2) Outstanding Balances- 30% Impact
This factor calculates the ratio between outstanding balance and available credit limit on revolving debt (credit cards, home equity loans. )Ideally, keep the open balance at less than 40% of the credit limit on all accounts.
3) Credit History- 15% Impact
This portion indicates the length of time since a particular credit line was established. the longer the account has been open, the better.
4) Type of Credit-10% Impact
A mix of auto loans, credit cards and mortgages is more positive than a concentration of debt from credit cards only.
5) Inquiries-10% Impact
Each inquiry can cost from 2 to 25points on a credit score. However, 10 inquiries within a six-month period is the most that are counted- additional hits have no impact. If you runa credit report on yourself from the on-line sources, it will have no affect on your score.
How Do Lenders View Your Score?
Lenders estimate your ability to pay back a loan based on your credit score. The risk factor they take on is built in to your interest rate, so a low credit score results in a higher interest rate.
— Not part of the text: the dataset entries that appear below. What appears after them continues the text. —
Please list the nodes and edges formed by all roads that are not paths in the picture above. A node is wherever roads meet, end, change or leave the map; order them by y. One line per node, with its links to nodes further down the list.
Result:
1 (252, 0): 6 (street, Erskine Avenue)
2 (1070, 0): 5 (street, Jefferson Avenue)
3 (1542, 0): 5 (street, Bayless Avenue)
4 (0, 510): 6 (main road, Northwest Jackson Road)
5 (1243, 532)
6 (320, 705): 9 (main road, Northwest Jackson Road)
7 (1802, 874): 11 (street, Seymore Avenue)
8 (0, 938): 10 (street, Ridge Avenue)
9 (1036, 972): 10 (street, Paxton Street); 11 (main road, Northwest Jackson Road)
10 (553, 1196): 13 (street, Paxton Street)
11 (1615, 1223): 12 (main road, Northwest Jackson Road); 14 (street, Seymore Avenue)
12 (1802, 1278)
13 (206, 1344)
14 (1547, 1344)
The underwriter who is making the decision on your loan is looking at scores from all three credit bureaus, and will use the middle score as a barometer.
Credit Remediation: If you would prefer to work with a credit repair service, call an mortgage broker who can refer you to a reputable agency.
Your best solution is to review your report and correct errors directly with the credit bureaus.
Do’s and Don’ts
When you apply for a mortgage, a credit report is run fro the underwriter. you should not do anything that will have an adverse affect on your credit score while your loan is in process.
-DON’T APPLY FOR NEW CREDIT OF ANY KIND , no new car, credit cards, store accounts, or anything!
-DON”T PAY OFF COLLECTIONS OR CHARGE-OFFS generally, paying off an old collection causes a drop in the credit score, as it makes the negative information current. Resolve these accounts after the closing.
-DON’T CLOSE CREDIT CARD ACCOUNTS- this will affect your ratio of debt to available credit, which will lower your score.
-DON’T MAX OUT OR OVER CHARGE EXISTING CREDIT CARDS- running up your credit cards is the fastest way to bring your score down, and it could drop up to 100 points quickly!
-DON’T CONSOLIDATE DEBT TO ONE OR TWO CARDS- once again, this will change your ratio of debt to available credit. It will also create red flag new accounts.
-DO STAY CURRENT ON EXISTING ACCOUNTS- late payments on your existing mortgage, car payment, or anything else can cost you dearly. One 30-day late payment can cost anywhere from 30-75 points on your credit score.